Task requirements:
Copy every record word for word. The images stay behind.

___ Material to process

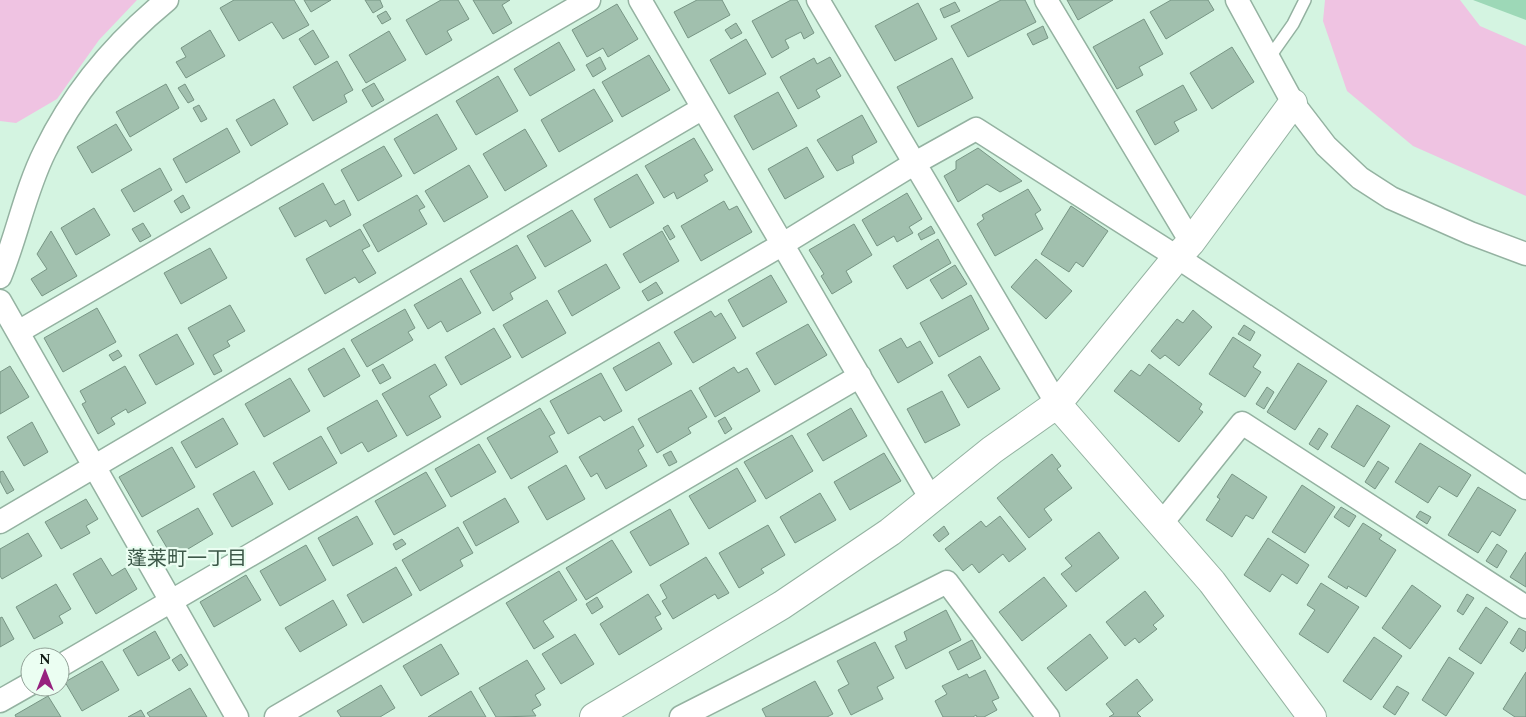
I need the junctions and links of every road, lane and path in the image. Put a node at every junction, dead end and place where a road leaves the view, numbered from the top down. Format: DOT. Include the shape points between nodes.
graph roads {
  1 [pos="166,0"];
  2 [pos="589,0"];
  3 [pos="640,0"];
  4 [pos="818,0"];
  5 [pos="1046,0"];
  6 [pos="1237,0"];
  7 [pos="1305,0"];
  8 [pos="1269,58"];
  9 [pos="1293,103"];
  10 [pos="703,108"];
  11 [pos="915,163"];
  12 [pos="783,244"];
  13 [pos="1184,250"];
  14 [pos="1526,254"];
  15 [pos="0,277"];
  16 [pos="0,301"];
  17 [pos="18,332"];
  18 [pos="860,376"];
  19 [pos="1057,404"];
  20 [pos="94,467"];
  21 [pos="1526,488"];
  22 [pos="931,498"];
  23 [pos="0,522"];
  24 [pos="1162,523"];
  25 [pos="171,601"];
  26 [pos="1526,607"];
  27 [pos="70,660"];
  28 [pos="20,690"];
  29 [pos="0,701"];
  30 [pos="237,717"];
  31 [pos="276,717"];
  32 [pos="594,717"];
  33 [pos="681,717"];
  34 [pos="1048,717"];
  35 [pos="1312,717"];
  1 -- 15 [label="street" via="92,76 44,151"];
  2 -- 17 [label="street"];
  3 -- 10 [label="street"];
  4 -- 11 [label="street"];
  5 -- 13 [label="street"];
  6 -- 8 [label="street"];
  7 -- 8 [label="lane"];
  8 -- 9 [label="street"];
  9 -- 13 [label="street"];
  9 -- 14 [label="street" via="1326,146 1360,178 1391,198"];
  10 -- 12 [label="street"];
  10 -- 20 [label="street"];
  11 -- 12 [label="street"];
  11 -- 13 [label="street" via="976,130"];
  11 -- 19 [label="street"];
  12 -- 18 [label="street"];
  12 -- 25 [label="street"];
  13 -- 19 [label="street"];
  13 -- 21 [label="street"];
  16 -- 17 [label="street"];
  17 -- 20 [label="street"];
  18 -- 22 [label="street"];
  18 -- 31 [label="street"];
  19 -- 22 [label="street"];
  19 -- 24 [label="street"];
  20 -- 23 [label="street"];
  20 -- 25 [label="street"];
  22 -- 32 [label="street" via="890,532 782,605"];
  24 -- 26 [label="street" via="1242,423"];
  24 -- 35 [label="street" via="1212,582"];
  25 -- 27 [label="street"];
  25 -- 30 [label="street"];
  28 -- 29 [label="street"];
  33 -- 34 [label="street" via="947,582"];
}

______

Answer below:
I need the junctions and links of every road, lane and path in the image. Put a node at every junction, dead end and place where a road leaves the view, numbered from the top down. Format: DOT. Include the shape points between nodes.
graph roads {
  1 [pos="166,0"];
  2 [pos="589,0"];
  3 [pos="640,0"];
  4 [pos="818,0"];
  5 [pos="1046,0"];
  6 [pos="1237,0"];
  7 [pos="1305,0"];
  8 [pos="1269,58"];
  9 [pos="1293,103"];
  10 [pos="703,108"];
  11 [pos="915,163"];
  12 [pos="783,244"];
  13 [pos="1184,250"];
  14 [pos="1526,254"];
  15 [pos="0,277"];
  16 [pos="0,301"];
  17 [pos="18,332"];
  18 [pos="860,376"];
  19 [pos="1057,404"];
  20 [pos="94,467"];
  21 [pos="1526,488"];
  22 [pos="931,498"];
  23 [pos="0,522"];
  24 [pos="1162,523"];
  25 [pos="171,601"];
  26 [pos="1526,607"];
  27 [pos="70,660"];
  28 [pos="20,690"];
  29 [pos="0,701"];
  30 [pos="237,717"];
  31 [pos="276,717"];
  32 [pos="594,717"];
  33 [pos="681,717"];
  34 [pos="1048,717"];
  35 [pos="1312,717"];
  1 -- 15 [label="street" via="92,76 44,151"];
  2 -- 17 [label="street"];
  3 -- 10 [label="street"];
  4 -- 11 [label="street"];
  5 -- 13 [label="street"];
  6 -- 8 [label="street"];
  7 -- 8 [label="lane"];
  8 -- 9 [label="street"];
  9 -- 13 [label="street"];
  9 -- 14 [label="street" via="1326,146 1360,178 1391,198"];
  10 -- 12 [label="street"];
  10 -- 20 [label="street"];
  11 -- 12 [label="street"];
  11 -- 13 [label="street" via="976,130"];
  11 -- 19 [label="street"];
  12 -- 18 [label="street"];
  12 -- 25 [label="street"];
  13 -- 19 [label="street"];
  13 -- 21 [label="street"];
  16 -- 17 [label="street"];
  17 -- 20 [label="street"];
  18 -- 22 [label="street"];
  18 -- 31 [label="street"];
  19 -- 22 [label="street"];
  19 -- 24 [label="street"];
  20 -- 23 [label="street"];
  20 -- 25 [label="street"];
  22 -- 32 [label="street" via="890,532 782,605"];
  24 -- 26 [label="street" via="1242,423"];
  24 -- 35 [label="street" via="1212,582"];
  25 -- 27 [label="street"];
  25 -- 30 [label="street"];
  28 -- 29 [label="street"];
  33 -- 34 [label="street" via="947,582"];
}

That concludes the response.